Preços do petróleo registram leve queda

Ontem, os preços do petróleo registraram uma ligeira queda, impulsionados por indícios de uma possível retomada das negociações de paz entre Washington e Teerã. Essa notícia surgiu em meio à situação tensa que se seguiu ao bloqueio do Estreito de Ormuz pelos EUA. A incerteza geopolítica deveria ter impulsionado os preços para cima; no entanto, os sinais de esforços diplomáticos provocaram ajustes.

O preço do Brent, referência global do petróleo, caiu abaixo da marca psicológica de US$ 99 por barril. Movimento semelhante foi observado no West Texas Intermediate (WTI), cujo preço se aproximou de US$ 97 por barril. Essa mudança na dinâmica dos preços sugere que o mercado está considerando a possibilidade de uma solução diplomática para o conflito como um fator capaz de aliviar as tensões em uma das principais regiões produtoras de petróleo do mundo.

A queda dos preços, apesar do bloqueio em curso do estreito, indica que os investidores podem estar apostando em um acordo rápido. A possível retomada das negociações em 16 de abril pode levar a uma desescalada do conflito e, consequentemente, à normalização do fornecimento de petróleo no mercado global. Isso, por sua vez, tende a exercer pressão moderadora sobre os preços, como já observado nas negociações de ontem.

Segundo diversos relatos da imprensa, ambas as partes estão negociando um novo encontro presencial com o objetivo de garantir um cessar-fogo mais duradouro. A intenção é realizar essa reunião antes do fim da pausa de duas semanas nas hostilidades, anunciada em 7 de abril.

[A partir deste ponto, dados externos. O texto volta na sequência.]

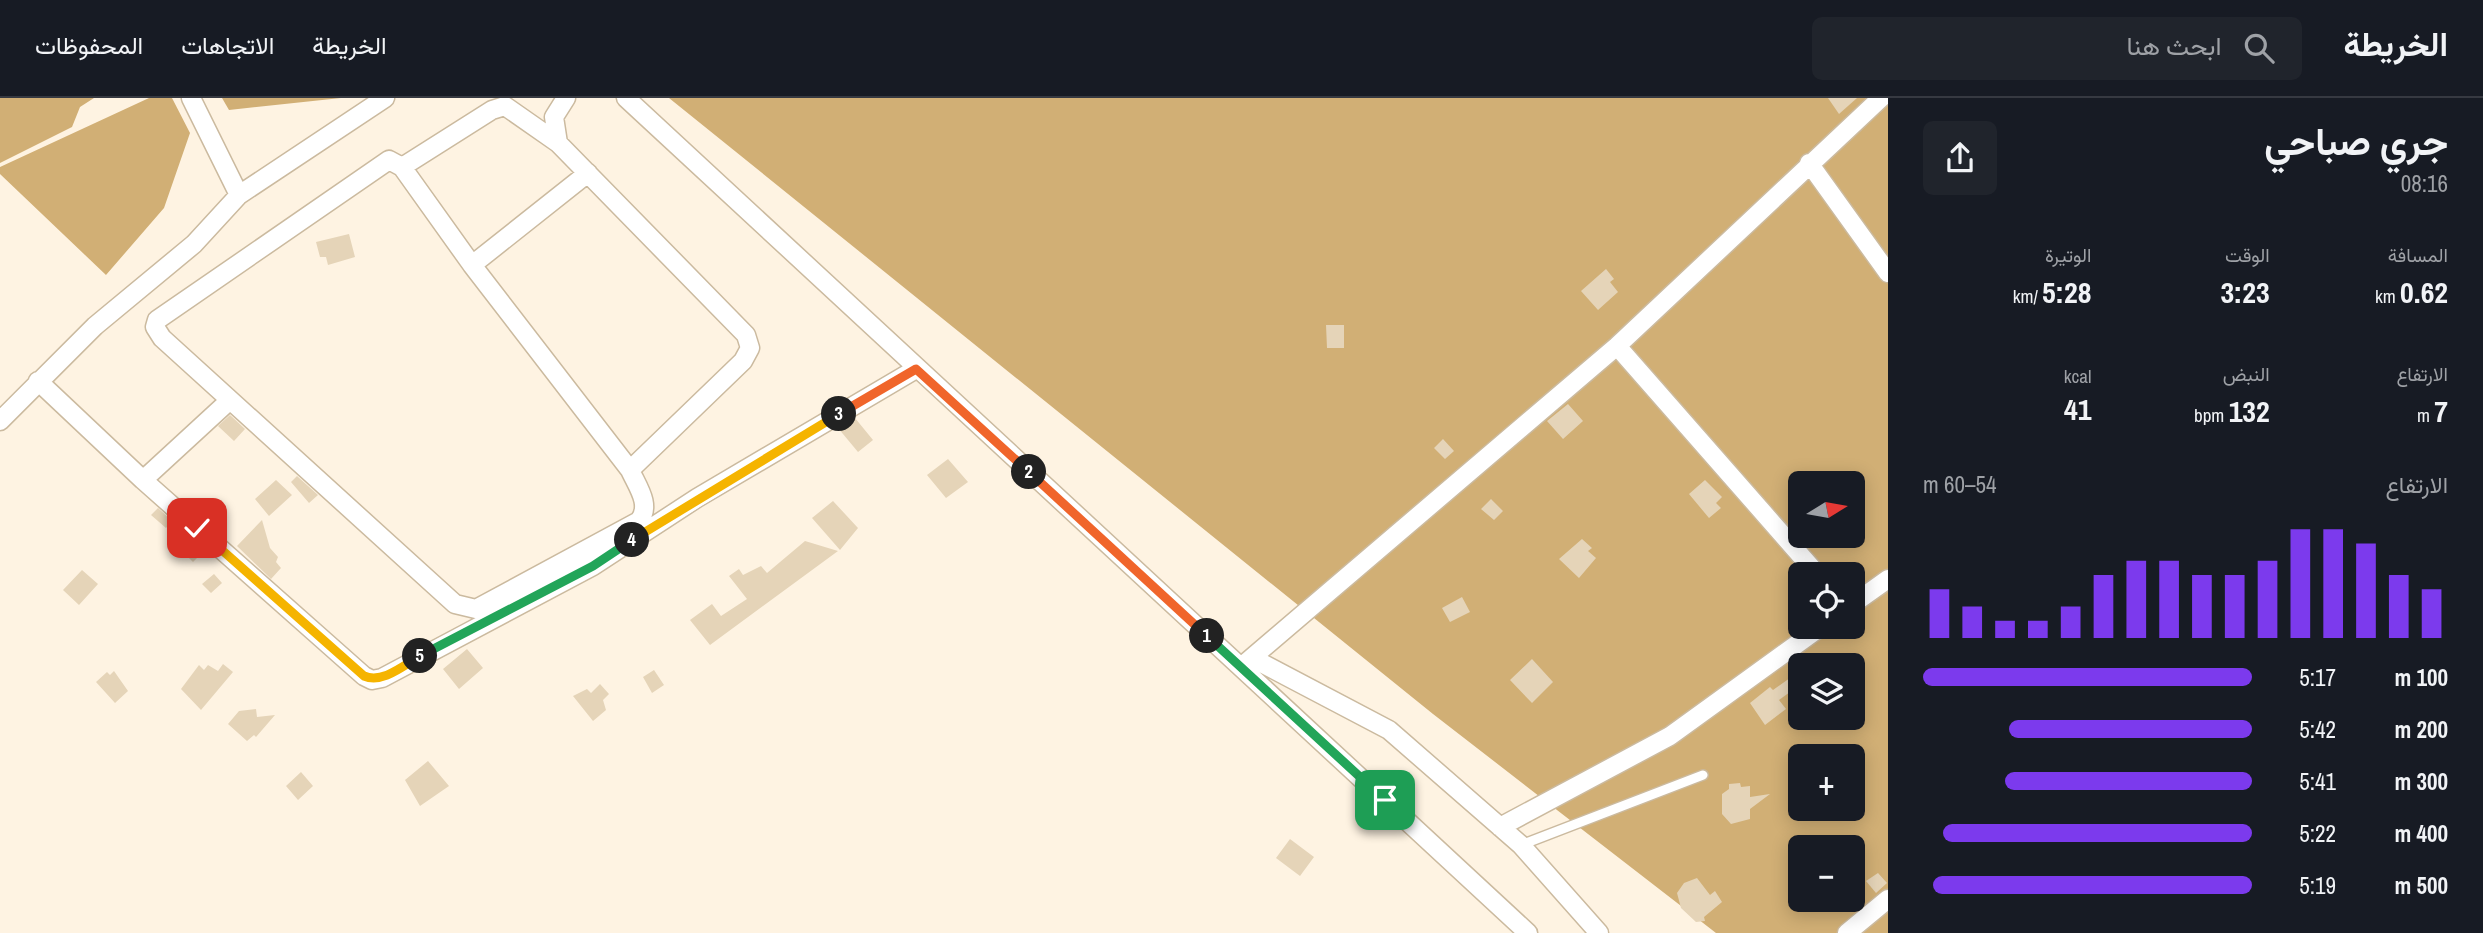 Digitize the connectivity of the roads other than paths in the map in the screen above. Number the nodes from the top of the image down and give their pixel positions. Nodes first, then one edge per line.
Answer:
1 (191, 98) edge
2 (385, 98) edge
3 (566, 98) edge
4 (626, 98) edge
5 (1881, 98) edge
6 (558, 143) junction
7 (1809, 163) junction
8 (402, 167) junction
9 (588, 173) junction
10 (239, 195) junction
11 (472, 265) junction
12 (1888, 273) edge
13 (1617, 346) junction
14 (916, 369) junction
15 (38, 381) junction
16 (230, 400) junction
17 (0, 421) edge
18 (630, 470) junction
19 (143, 480) junction
20 (1806, 562) edge
21 (1888, 579) edge
22 (1865, 595) edge
23 (1804, 639) edge
24 (1246, 663) junction
25 (1703, 775) dead end
26 (1500, 827) junction
27 (1521, 845) junction
28 (1888, 900) edge
29 (1528, 933) edge
30 (1599, 933) edge
31 (1847, 933) edge

1 - 10 street
2 - 10 street
3 - 6 street
4 - 14 street
5 - 7 street
6 - 8 street
6 - 9 street
7 - 12 street
7 - 13 street
8 - 11 street
8 - 16 street
9 - 11 street
9 - 18 street
10 - 15 street
11 - 18 street
13 - 20 street
13 - 24 street
14 - 19 street
14 - 24 street
15 - 17 street
15 - 19 street
16 - 18 street
16 - 19 street
21 - 22 street
23 - 26 street
24 - 26 street
24 - 29 street
25 - 27 lane
26 - 27 street
27 - 30 street
28 - 31 street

O presidente dos EUA, Donald Trump, afirmou ontem que Teerã entrou em contato, declarando aos repórteres: "Esta manhã, as pessoas certas nos procuraram e querem fechar um acordo." Enquanto isso, o presidente iraniano Masoud Pezeshkian confirmou que o país está disposto a prosseguir com negociações de paz, desde que conduzidas dentro do direito internacional e das normas vigentes.

Ainda assim, o mercado de petróleo permanece sob forte impacto do conflito entre os EUA, Israel e o Irã, que já dura sete semanas. Na segunda-feira, os EUA elevaram a pressão ao impor um bloqueio a embarcações com destino a portos iranianos no Golfo Pérsico e em áreas costeiras. No entanto, essa medida não provocou uma alta expressiva nos preços do petróleo, o que surpreendeu o mercado.

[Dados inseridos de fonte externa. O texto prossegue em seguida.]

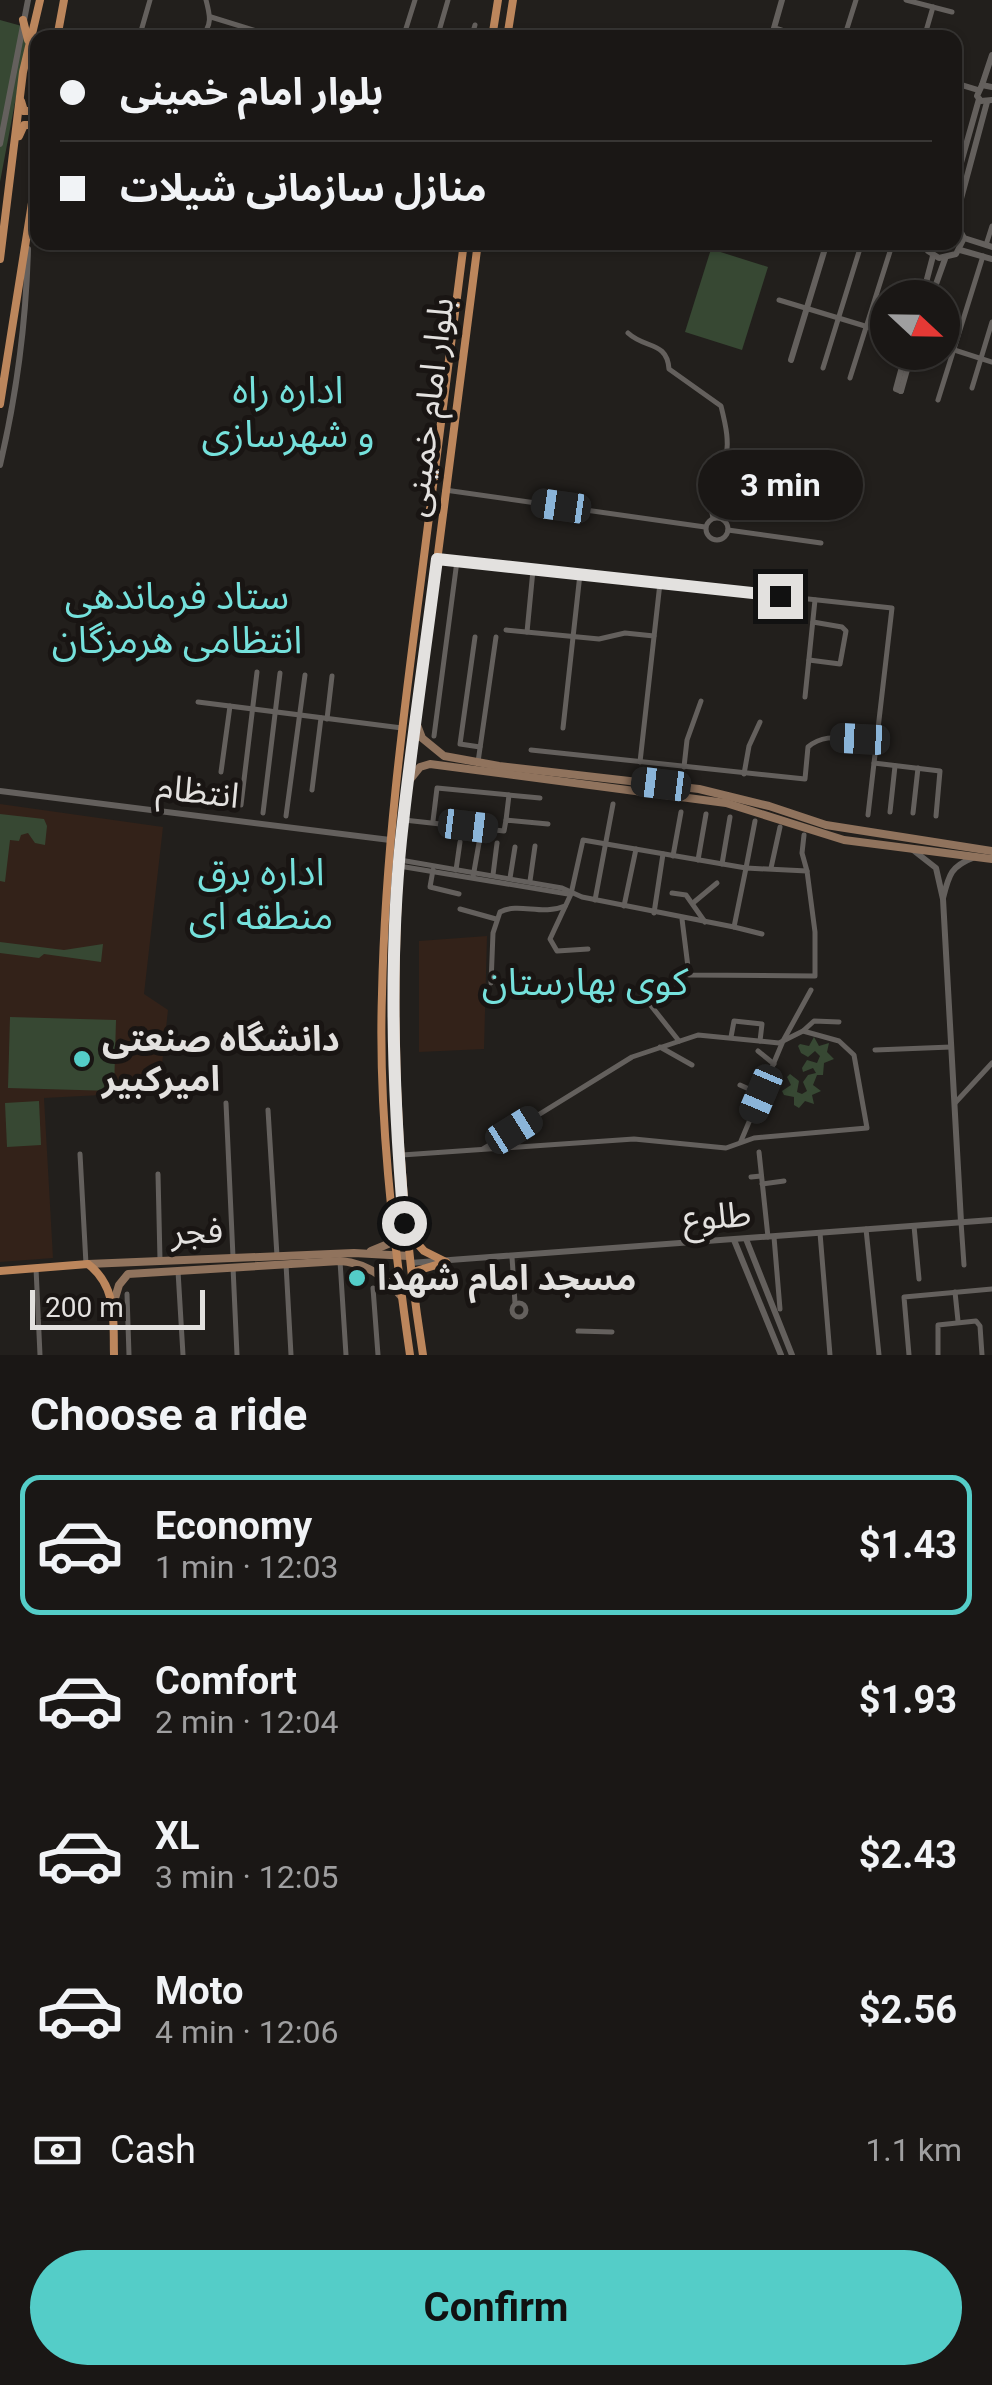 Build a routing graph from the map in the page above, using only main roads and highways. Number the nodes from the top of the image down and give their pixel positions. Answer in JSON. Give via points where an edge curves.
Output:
{"nodes":[{"id":1,"x":40,"y":0,"type":"edge"},
{"id":2,"x":64,"y":0,"type":"edge"},
{"id":3,"x":498,"y":0,"type":"edge"},
{"id":4,"x":513,"y":0,"type":"edge"},
{"id":5,"x":23,"y":20,"type":"road end"},
{"id":6,"x":33,"y":30,"type":"edge"},
{"id":7,"x":58,"y":30,"type":"edge"},
{"id":8,"x":493,"y":30,"type":"edge"},
{"id":9,"x":507,"y":30,"type":"edge"},
{"id":10,"x":30,"y":44,"type":"joint"},
{"id":11,"x":22,"y":72,"type":"junction"},
{"id":12,"x":30,"y":113,"type":"edge"},
{"id":13,"x":30,"y":124,"type":"edge"},
{"id":14,"x":11,"y":164,"type":"junction"},
{"id":15,"x":30,"y":226,"type":"edge"},
{"id":16,"x":463,"y":250,"type":"edge"},
{"id":17,"x":477,"y":250,"type":"edge"},
{"id":18,"x":0,"y":259,"type":"edge"},
{"id":19,"x":453,"y":328,"type":"junction"},
{"id":20,"x":466,"y":329,"type":"junction"},
{"id":21,"x":0,"y":404,"type":"edge"},
{"id":22,"x":416,"y":722,"type":"junction"},
{"id":23,"x":477,"y":768,"type":"junction"},
{"id":24,"x":408,"y":782,"type":"junction"},
{"id":25,"x":992,"y":851,"type":"edge"},
{"id":26,"x":992,"y":859,"type":"edge"},
{"id":27,"x":393,"y":1224,"type":"junction"},
{"id":28,"x":404,"y":1228,"type":"junction"},
{"id":29,"x":365,"y":1253,"type":"junction"},
{"id":30,"x":354,"y":1258,"type":"junction"},
{"id":31,"x":396,"y":1259,"type":"junction"},
{"id":32,"x":408,"y":1259,"type":"junction"},
{"id":33,"x":123,"y":1262,"type":"junction"},
{"id":34,"x":233,"y":1262,"type":"junction"},
{"id":35,"x":87,"y":1264,"type":"junction"},
{"id":36,"x":0,"y":1271,"type":"edge"},
{"id":37,"x":128,"y":1274,"type":"junction"},
{"id":38,"x":411,"y":1279,"type":"junction"},
{"id":39,"x":402,"y":1296,"type":"junction"},
{"id":40,"x":112,"y":1308,"type":"junction"},
{"id":41,"x":114,"y":1355,"type":"edge"},
{"id":42,"x":410,"y":1355,"type":"edge"},
{"id":43,"x":423,"y":1355,"type":"edge"}],
"edges":[{"from":1,"to":6,"type":"main road"},
{"from":2,"to":7,"type":"main road"},
{"from":3,"to":8,"type":"main road"},
{"from":4,"to":9,"type":"main road"},
{"from":5,"to":10,"type":"main road"},
{"from":10,"to":11,"type":"main road"},
{"from":11,"to":12,"type":"main road","via":[[21,104]]},
{"from":11,"to":14,"type":"main road"},
{"from":13,"to":14,"type":"main road","via":[[24,125]]},
{"from":14,"to":18,"type":"main road"},
{"from":15,"to":21,"type":"main road"},
{"from":16,"to":19,"type":"main road","name":"بلوار امام خمینی"},
{"from":17,"to":20,"type":"main road","name":"بلوار امام خمینی"},
{"from":19,"to":20,"type":"main road"},
{"from":19,"to":27,"type":"main road","name":"بلوار امام خمینی","via":[[390,840],[381,997]]},
{"from":20,"to":22,"type":"main road","name":"بلوار امام خمینی"},
{"from":22,"to":23,"type":"main road","via":[[432,749]]},
{"from":22,"to":24,"type":"main road","name":"بلوار امام خمینی"},
{"from":23,"to":24,"type":"main road","via":[[430,764]]},
{"from":23,"to":25,"type":"main road","via":[[699,789],[826,826]]},
{"from":23,"to":26,"type":"main road","via":[[726,803],[844,840]]},
{"from":24,"to":28,"type":"main road","name":"بلوار امام خمینی","via":[[394,998]]},
{"from":27,"to":29,"type":"main road","via":[[388,1244]]},
{"from":27,"to":31,"type":"main road","name":"بلوار امام خمینی"},
{"from":28,"to":32,"type":"main road","name":"بلوار امام خمینی"},
{"from":28,"to":38,"type":"main road","via":[[424,1251],[446,1262],[416,1271]]},
{"from":29,"to":30,"type":"main road","name":"فجر"},
{"from":29,"to":31,"type":"main road","name":"فجر"},
{"from":30,"to":34,"type":"main road","name":"فجر"},
{"from":30,"to":34,"type":"main road","name":"فجر"},
{"from":30,"to":39,"type":"main road"},
{"from":31,"to":32,"type":"main road","name":"فجر"},
{"from":31,"to":39,"type":"main road","name":"بلوار امام خمینی"},
{"from":32,"to":38,"type":"main road","name":"بلوار امام خمینی"},
{"from":33,"to":34,"type":"main road","name":"فجر"},
{"from":33,"to":35,"type":"main road","name":"فجر"},
{"from":33,"to":37,"type":"main road","via":[[114,1270]]},
{"from":34,"to":37,"type":"main road","name":"فجر"},
{"from":35,"to":36,"type":"main road","name":"فجر"},
{"from":35,"to":40,"type":"main road","via":[[106,1282]]},
{"from":37,"to":40,"type":"main road","name":"فجر"},
{"from":38,"to":43,"type":"main road","name":"بلوار امام خمینی"},
{"from":39,"to":42,"type":"main road","name":"بلوار امام خمینی"},
{"from":40,"to":41,"type":"main road"}]}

Por outro lado, a Arábia Saudita continua pressionando os EUA a suspender o bloqueio do estreito e retomar as negociações.

Hoje, a Agência Internacional de Energia (IEA) deve divulgar seu relatório mensal sobre o mercado, que trará mais clareza sobre a dinâmica de oferta e demanda neste ano e em 2027. Na segunda-feira, o diretor-executivo da instituição, Fatih Birol, afirmou que os preços do petróleo ainda não refletem plenamente a gravidade da crise de oferta, mas que essa situação pode mudar em breve.

No que diz respeito ao atual panorama técnico do petróleo, os compradores precisam romper a resistência mais próxima, em US$ 100,40. Isso permitirá visar US$ 106,83, nível acima do qual será bastante difícil avançar. O alvo mais distante será a área de US$ 113,36. Caso os preços do petróleo caiam, os vendedores tentarão assumir o controle de US$ 92,54. Se bem-sucedidos, essa quebra poderá desferir um golpe significativo nas posições dos compradores e empurrar o petróleo para uma mínima de US$ 86,67, com potencial para atingir US$ 81,38.